## Your task
In the copy, include all of the listing exactly and none of its pictures.

## Source data
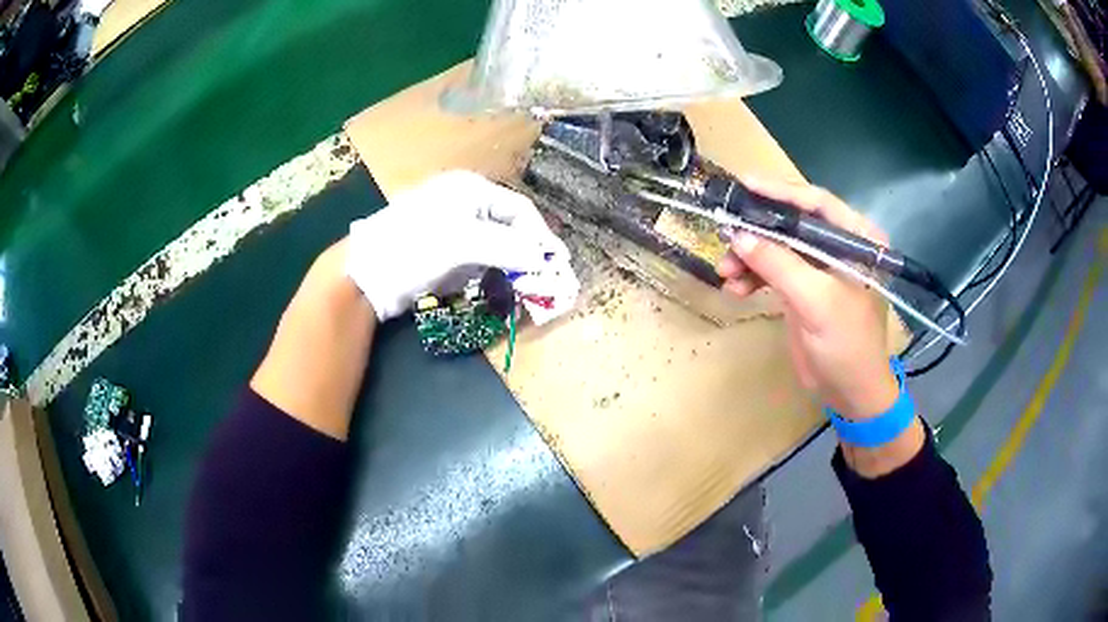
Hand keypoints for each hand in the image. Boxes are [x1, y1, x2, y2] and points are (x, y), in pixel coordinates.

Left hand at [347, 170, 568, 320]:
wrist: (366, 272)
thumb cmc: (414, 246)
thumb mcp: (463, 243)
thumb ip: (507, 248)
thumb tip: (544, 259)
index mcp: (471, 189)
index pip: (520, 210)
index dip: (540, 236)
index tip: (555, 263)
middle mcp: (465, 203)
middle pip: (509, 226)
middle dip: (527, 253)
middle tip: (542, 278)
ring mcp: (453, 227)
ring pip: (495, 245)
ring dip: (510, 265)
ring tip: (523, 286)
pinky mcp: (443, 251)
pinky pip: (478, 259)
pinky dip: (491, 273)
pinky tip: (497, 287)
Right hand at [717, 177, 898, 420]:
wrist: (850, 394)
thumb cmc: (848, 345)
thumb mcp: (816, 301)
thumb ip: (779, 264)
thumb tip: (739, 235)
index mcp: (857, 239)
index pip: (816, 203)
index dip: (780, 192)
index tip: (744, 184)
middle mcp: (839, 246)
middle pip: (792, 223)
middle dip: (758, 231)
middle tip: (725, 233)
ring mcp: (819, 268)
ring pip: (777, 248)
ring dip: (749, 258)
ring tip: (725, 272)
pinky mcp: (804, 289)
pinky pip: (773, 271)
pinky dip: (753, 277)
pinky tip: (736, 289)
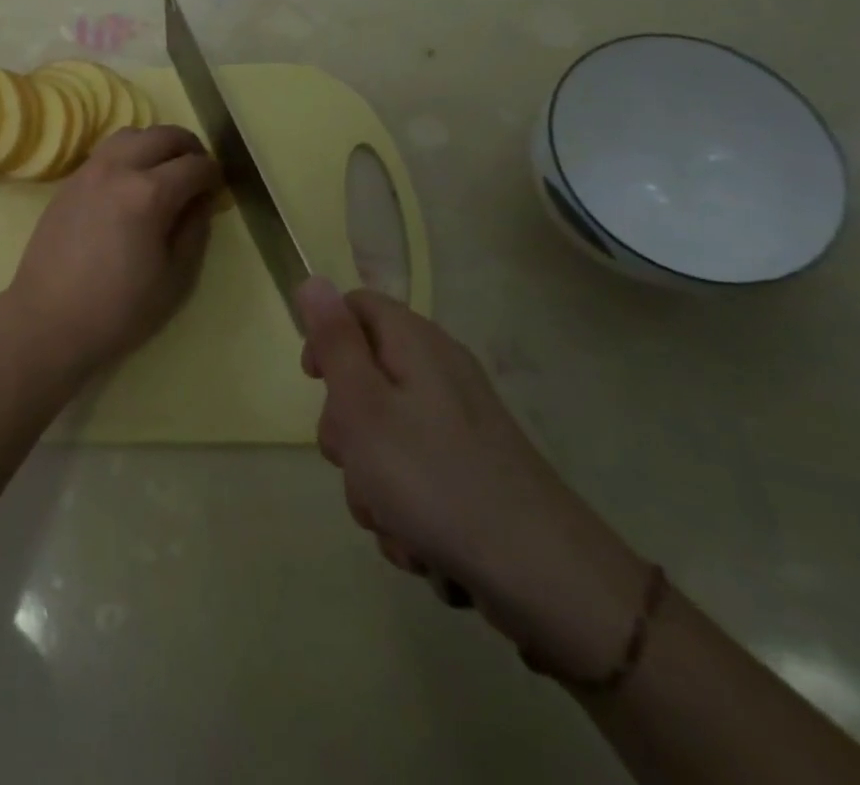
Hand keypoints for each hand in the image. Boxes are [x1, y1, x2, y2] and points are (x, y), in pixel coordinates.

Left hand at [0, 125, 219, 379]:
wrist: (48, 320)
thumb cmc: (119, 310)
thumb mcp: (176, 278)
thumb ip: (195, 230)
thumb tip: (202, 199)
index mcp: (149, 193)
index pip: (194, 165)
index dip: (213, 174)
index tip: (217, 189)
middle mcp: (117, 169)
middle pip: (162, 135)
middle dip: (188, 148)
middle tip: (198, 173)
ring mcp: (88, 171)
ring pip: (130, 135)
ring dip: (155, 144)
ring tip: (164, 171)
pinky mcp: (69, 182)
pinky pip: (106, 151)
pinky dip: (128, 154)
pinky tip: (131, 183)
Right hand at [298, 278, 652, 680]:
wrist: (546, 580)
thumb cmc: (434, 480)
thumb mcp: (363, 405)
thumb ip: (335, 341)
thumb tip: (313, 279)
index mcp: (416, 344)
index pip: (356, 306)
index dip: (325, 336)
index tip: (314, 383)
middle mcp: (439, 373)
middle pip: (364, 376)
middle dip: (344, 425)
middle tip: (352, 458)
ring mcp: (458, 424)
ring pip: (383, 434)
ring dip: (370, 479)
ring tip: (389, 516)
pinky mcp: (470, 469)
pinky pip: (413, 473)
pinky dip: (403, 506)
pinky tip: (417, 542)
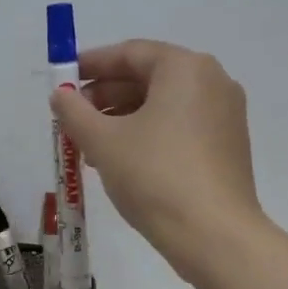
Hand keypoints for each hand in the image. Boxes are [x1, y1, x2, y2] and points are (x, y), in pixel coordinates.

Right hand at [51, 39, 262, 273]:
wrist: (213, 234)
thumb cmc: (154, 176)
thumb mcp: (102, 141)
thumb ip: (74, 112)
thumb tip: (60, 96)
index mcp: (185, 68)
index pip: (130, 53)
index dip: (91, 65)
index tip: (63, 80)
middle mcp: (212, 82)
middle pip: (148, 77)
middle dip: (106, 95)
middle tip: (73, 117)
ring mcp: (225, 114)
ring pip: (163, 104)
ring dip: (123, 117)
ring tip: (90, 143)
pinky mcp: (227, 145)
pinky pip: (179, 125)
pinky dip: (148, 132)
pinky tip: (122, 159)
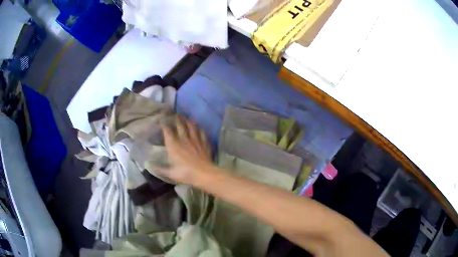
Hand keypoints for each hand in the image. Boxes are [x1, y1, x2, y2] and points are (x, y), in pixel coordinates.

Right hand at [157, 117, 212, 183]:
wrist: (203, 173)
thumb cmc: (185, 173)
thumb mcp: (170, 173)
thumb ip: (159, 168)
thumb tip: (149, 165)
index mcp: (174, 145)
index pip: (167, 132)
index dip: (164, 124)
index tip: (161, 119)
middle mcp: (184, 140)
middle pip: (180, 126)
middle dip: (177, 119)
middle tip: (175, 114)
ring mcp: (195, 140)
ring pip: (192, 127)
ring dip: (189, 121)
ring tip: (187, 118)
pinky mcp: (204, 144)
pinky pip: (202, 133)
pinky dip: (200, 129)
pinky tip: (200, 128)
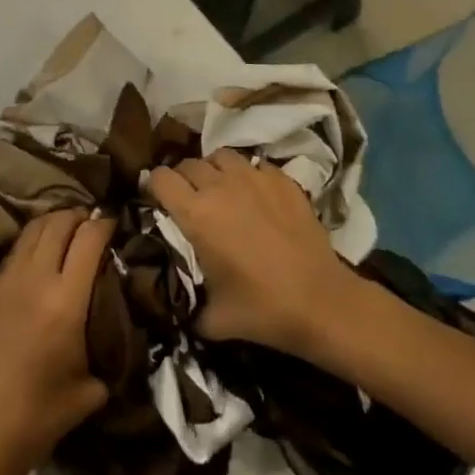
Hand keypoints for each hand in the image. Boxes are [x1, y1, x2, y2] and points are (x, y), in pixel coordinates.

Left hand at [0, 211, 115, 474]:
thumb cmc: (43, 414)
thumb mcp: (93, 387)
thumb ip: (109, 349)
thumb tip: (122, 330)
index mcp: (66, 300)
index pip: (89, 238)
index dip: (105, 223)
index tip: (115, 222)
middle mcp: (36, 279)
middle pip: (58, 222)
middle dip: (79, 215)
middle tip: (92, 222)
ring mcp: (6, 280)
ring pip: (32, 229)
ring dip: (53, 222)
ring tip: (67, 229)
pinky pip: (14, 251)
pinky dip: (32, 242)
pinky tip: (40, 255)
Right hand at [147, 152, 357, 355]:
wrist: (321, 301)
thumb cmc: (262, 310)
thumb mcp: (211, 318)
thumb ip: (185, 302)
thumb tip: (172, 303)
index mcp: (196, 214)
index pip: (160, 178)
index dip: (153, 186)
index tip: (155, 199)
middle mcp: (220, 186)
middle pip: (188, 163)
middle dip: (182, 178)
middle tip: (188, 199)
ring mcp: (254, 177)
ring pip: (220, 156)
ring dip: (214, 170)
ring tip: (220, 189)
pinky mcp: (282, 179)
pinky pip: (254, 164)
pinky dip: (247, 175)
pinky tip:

## Finished task
Hand keypoints for each hand in the image. Boxes are [x1, y1, x2, y2] and points are (x, y), in pixel coordinates.

Left hand at [347, 170, 568, 320]:
wrist: (366, 272)
thumb cmc: (414, 246)
thumb mcp: (463, 243)
thumb ip: (507, 248)
thumb tip: (544, 259)
index mcp: (471, 189)
index pip: (520, 210)
index dip: (540, 236)
index tip: (555, 263)
middle mcp: (465, 203)
middle pip: (509, 226)
middle dip: (527, 253)
middle tip: (542, 278)
ring mcp: (453, 227)
ring pip: (495, 245)
ring dip: (510, 265)
ring tip: (523, 286)
pinky mcp: (443, 251)
pinky pip: (478, 259)
pinky dip: (491, 273)
pinky tip: (497, 287)
Right hand at [717, 177, 898, 420]:
wrist: (850, 394)
thumb cmc: (848, 345)
thumb mcp: (816, 301)
thumb ip: (779, 264)
thumb tip: (739, 235)
index mcp: (857, 239)
index pip: (816, 203)
index dip: (780, 192)
index tip: (744, 184)
middle mcp: (839, 246)
middle pip: (792, 223)
middle dip: (758, 231)
middle tip: (725, 233)
ring mcp: (819, 268)
ring pip: (777, 248)
ring dip: (749, 258)
ring tip: (725, 272)
pinky mcp: (804, 289)
pinky pip: (773, 271)
pinky dip: (753, 277)
pinky tip: (736, 289)
Hand keypoints for each hand in the image. Boxes are [x1, y1, x2, y2] and points are (x, y), in pixel coordinates.

Left hand at [0, 125, 219, 379]:
wrist: (48, 320)
thumb cmc: (119, 310)
thumb mcp: (176, 278)
thumb ip: (195, 230)
thumb tip: (202, 199)
index mcp: (149, 193)
index pip: (194, 165)
index dip: (213, 174)
index tip: (217, 189)
middle mcp: (117, 169)
middle pip: (162, 135)
middle dip: (188, 148)
middle tip: (198, 173)
ring mcp: (88, 171)
ring pip: (130, 135)
ring dip: (155, 144)
ring tip: (164, 171)
pinky mcp: (69, 182)
pinky pip: (106, 151)
pinky dip: (128, 154)
pinky tip: (131, 183)
Right hand at [298, 278, 652, 680]:
wrist: (546, 580)
thumb cmc: (434, 480)
thumb mcp: (363, 405)
thumb ip: (335, 341)
thumb tip: (313, 279)
index mcp: (416, 344)
index pip: (356, 306)
index dip: (325, 336)
index tip: (314, 383)
middle mcp: (439, 373)
middle pip: (364, 376)
middle dip: (344, 425)
middle tip: (352, 458)
ring mcp: (458, 424)
ring pip: (383, 434)
ring dip: (370, 479)
ring tip: (389, 516)
pinky mcp: (470, 469)
pinky pip: (413, 473)
pinky dip: (403, 506)
pinky tip: (417, 542)
Hand keypoints for each hand in the image. Boxes are [x1, y1, x2, y2] and points are (x, y), in pixel coordinates.

Right hand at [51, 39, 262, 273]:
wrist: (213, 234)
thumb cmc: (154, 176)
thumb mcp: (102, 141)
thumb ip: (74, 112)
thumb tip: (60, 96)
index mcp: (185, 68)
index pip: (130, 53)
index dip: (91, 65)
index tip: (63, 80)
middle mcp: (212, 82)
middle pip: (148, 77)
middle dip: (106, 95)
middle tip: (73, 117)
ring mcp: (225, 114)
ring pip: (163, 104)
ring dip: (123, 117)
ring tip: (90, 143)
pinky mcp: (227, 145)
pinky pip: (179, 125)
pinky dip: (148, 132)
pinky tip: (122, 159)
Hand keypoints for each hand in the image. Boxes are [x1, y1, x2, y2] and points are (x, y), in pixel coordinates.

Right hand at [157, 117, 212, 183]:
wrist: (203, 173)
thumb cmc: (185, 173)
thumb mcp: (170, 173)
thumb ip: (159, 168)
thumb tip: (149, 165)
index mcp: (174, 145)
index pip: (167, 132)
index dip: (164, 124)
index tip: (161, 119)
middle mcp: (184, 140)
middle pip: (180, 126)
middle dip: (177, 119)
middle tip: (175, 114)
ring mcp: (195, 140)
ring pip: (192, 127)
ring dip: (189, 121)
ring tip: (187, 118)
pinky mcp: (204, 144)
pinky pip: (202, 133)
pinky dip: (200, 129)
pinky tip: (200, 128)
Hand keypoints for each hand in the image. Boxes are [x1, y1, x2, y2] and points are (x, y), in pixel coordinates.

Left hand at [0, 211, 115, 474]:
thumb cmc: (43, 414)
thumb mcp: (93, 387)
thumb ip: (109, 349)
thumb tip: (122, 330)
index mcp: (66, 300)
index pip: (89, 238)
index dip: (105, 223)
index tip: (115, 222)
middle mcp: (36, 279)
middle pip: (58, 222)
middle dip: (79, 215)
middle tip: (92, 222)
ring mcp: (6, 280)
ring pip: (32, 229)
ring dip: (53, 222)
ring tip: (67, 229)
pinky pip: (14, 251)
pinky dip: (32, 242)
pinky tip: (40, 255)
Right hand at [147, 152, 357, 355]:
wrist: (321, 301)
thumb cmc: (262, 310)
thumb mcp: (211, 318)
thumb ip: (185, 302)
thumb tip: (172, 303)
index mcp: (196, 214)
index pip: (160, 178)
index dip: (153, 186)
index tip: (155, 199)
middle mcp: (220, 186)
middle pip: (188, 163)
middle dip: (182, 178)
middle tip: (188, 199)
ring mcp: (254, 177)
ring pip: (220, 156)
ring dip: (214, 170)
ring tip: (220, 189)
pinky mcp: (282, 179)
pinky pip: (254, 164)
pinky dip: (247, 175)
pinky tip:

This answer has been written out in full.